Our first fish, a Beta, he has always done great! We are first time fish owners. He is in a 3.5 gallon tank. Has a couple live plants and a couple things my toddler picked out to be in there with him. He has always been a happy fish! Every time we clean the tank we put everything back just as it was! He has always had his same sleeping spot, and his favorite color in the tank is blue ☺️ When the bedroom light comes on (which is frequently throughout the day) he comes out and says hello, he’ll swim around for us and come to the front of the tank and go back and forth for us, we say, he’s dancing for us ☺️ We do love our Faucey! That’s his name! Also, he’s always been a pretty good eater! Well, idk if its because I changed filters? Or because he may have been being fed secretly by my 2 yr old lol or maybe even my mom idk maybe not he seemed fine but there started to grow a lot of algae like on the side of the glass inside of the tank on the castle and his alligator.. so it was time to clean the tank again and it def needed to be cleaned anyway so I went to pet smart and told them about this and they suggested I buy this algae eliminating stuff ? Can’t remember the names something that’s supposed to lesson the algae and keep the water more clear 🤷🏻♀️ I said ok I’ll give it a try.. I cleaned the tank used the normal conditioner we usually use and added the new stuff .. of course waited for water to return to normal temp to put him back in… it came time and I put him back in… he was fine for the first couple days but i noticed every day he wasn’t wanting to eat? He changed his sleeping spot which was originally always at the bottom of the tank under his leaves next to his gators in a whole we made into the rocks we make for him, he loves it!! Always has!! And then started changing it after a few days to more surface places? to behind the filter like he was hiding from the light?

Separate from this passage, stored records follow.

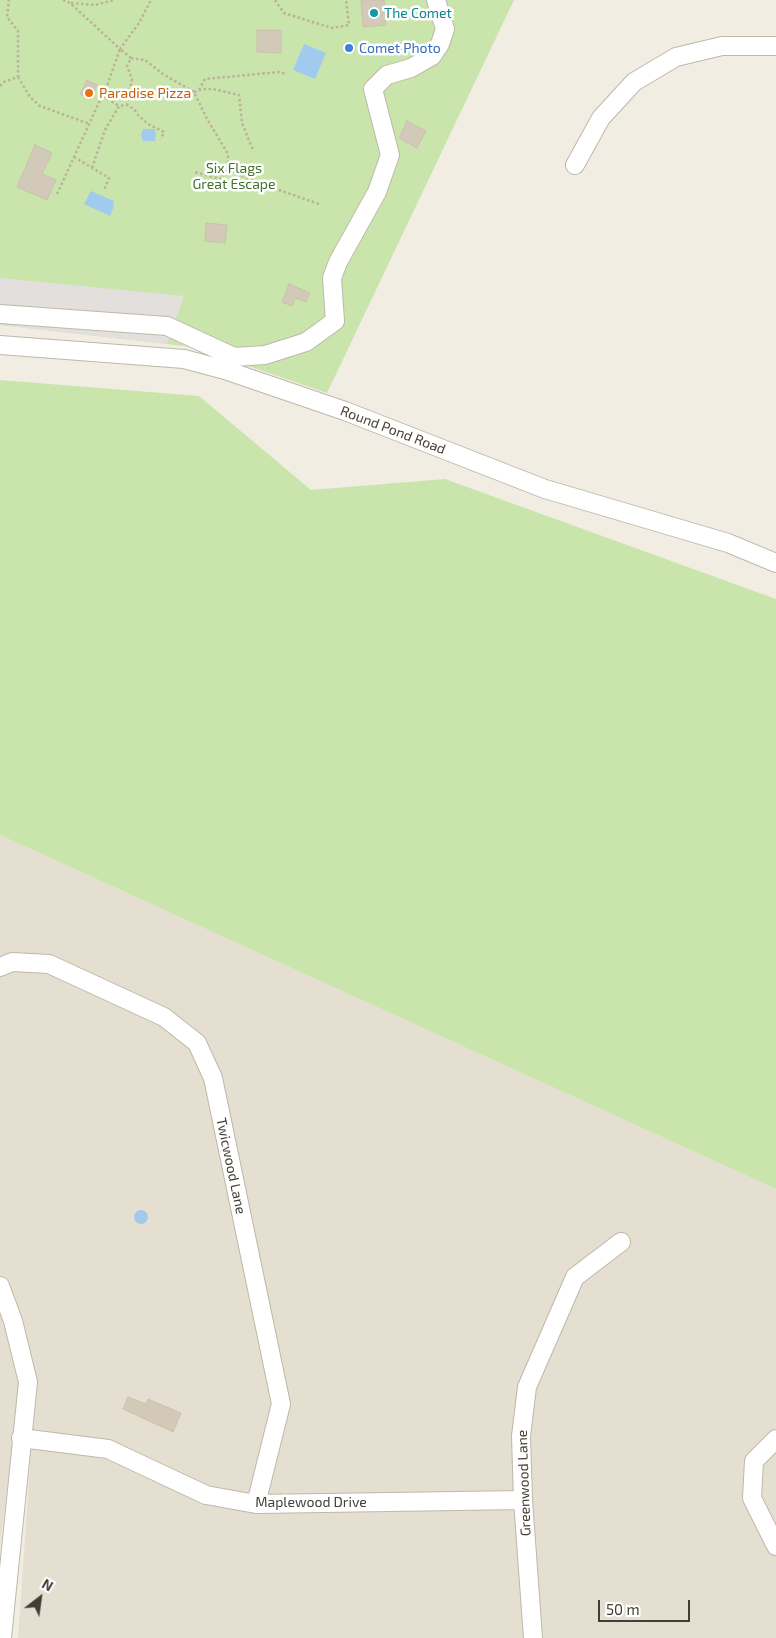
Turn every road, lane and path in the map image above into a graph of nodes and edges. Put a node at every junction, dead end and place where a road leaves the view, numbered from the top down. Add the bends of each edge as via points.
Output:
1 (9, 0) edge
2 (63, 0) edge
3 (114, 0) edge
4 (151, 0) edge
5 (275, 0) edge
6 (346, 0) edge
7 (436, 0) edge
8 (70, 3) junction
9 (776, 46) edge
10 (120, 49) junction
11 (131, 58) junction
12 (286, 74) dead end
13 (18, 77) junction
14 (0, 86) edge
15 (199, 90) junction
16 (194, 92) junction
17 (103, 95) junction
18 (127, 105) junction
19 (119, 106) junction
20 (90, 124) junction
21 (161, 139) dead end
22 (254, 150) dead end
23 (74, 157) junction
24 (575, 165) dead end
25 (92, 168) junction
26 (228, 170) junction
27 (194, 172) dead end
28 (104, 190) dead end
29 (58, 194) dead end
30 (319, 204) dead end
31 (0, 314) edge
32 (0, 344) edge
33 (232, 364) junction
34 (776, 563) edge
35 (0, 967) edge
36 (621, 1242) dead end
37 (0, 1286) edge
38 (21, 1438) junction
39 (776, 1438) edge
40 (523, 1500) junction
41 (256, 1504) junction
42 (776, 1546) edge
43 (2, 1638) edge
44 (533, 1638) edge

1 - 13 path via 7,17 18,32
2 - 8 path
3 - 8 path via 95,5
4 - 10 path
5 - 6 path via 284,13 332,28 349,25
7 - 33 street via 445,29 432,56 411,68 387,75 373,89 390,155 377,192 332,278 335,321 306,342
8 - 10 path
9 - 24 street via 722,46 676,57 634,82 601,118
10 - 11 path
10 - 17 path
11 - 16 path via 145,60
11 - 18 path via 127,66 132,79
12 - 15 path via 205,79
13 - 14 path
13 - 20 path via 30,97 40,106
15 - 16 path
15 - 22 path via 213,89 239,95 242,123
16 - 26 path via 228,154
17 - 19 path
17 - 20 path
18 - 19 path
18 - 21 path via 148,124 164,132
19 - 25 path via 105,130
20 - 23 path
23 - 25 path
23 - 29 path
25 - 28 path via 109,178
26 - 27 path via 221,179
26 - 30 path
31 - 33 street via 167,326
32 - 33 street, Round Pond Road
33 - 34 street, Round Pond Road via 545,489 728,543
35 - 41 street, Twicwood Lane via 12,962 49,964 164,1017 197,1044 213,1078 281,1404
36 - 40 street, Greenwood Lane via 574,1277 527,1388 521,1436
37 - 38 street via 13,1321 28,1382
38 - 41 street, Maplewood Drive via 108,1449 206,1495
38 - 43 street
39 - 42 street via 754,1460 752,1498
40 - 41 street, Maplewood Drive
40 - 44 street, Greenwood Lane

And he stopped coming out and visiting us when the light comes on and we would go and see him and try and talk to him and lightly tap the tank to get his attention and he just swim s away, I thought maybe he’s mad ? Because I replaced his old plant ball thingys with some new ones and his leaves too, they needed to be new ones.. but today I come home, and he is swimming at the surface on his side. Just yesterday I made him his temp water spot he goes into while we change the tank with new water and only the conditioner we normally use and that’s it! Just in case I would have to change the water or remove him and it would be correct temp for him. Glad I did, so I’ve been watching him and he is moving around a little more and trying to swim around a little more and it seems like he is relieved of the chemicals I used for the algae and is glad to be back in the water he is used too… what do I do now? Did I do wrong? Did I do right? What’s my next step? I really don’t want to lose my fish! Sounds crazy but I feel so bad for him! He has been such a cool guy!
Hi, Sara and thank you for sharing your story.
Could you please share the water parameters of the tank?
If I understood correctly, the sideways swimming signals that your Betta has issues with his osmoregulation. This can happen after a large water change.
On another note, if the thing they gave you at the pet store regulates nitrates (which would explain why they recommended it for algae) it could be that the levels dropped too quickly, which in turn would explain the osmotic shock.
They probably dropped too quickly, because you keep your little guy in a relatively small volume of water, where ANY changes in the water parameters may seem volatile.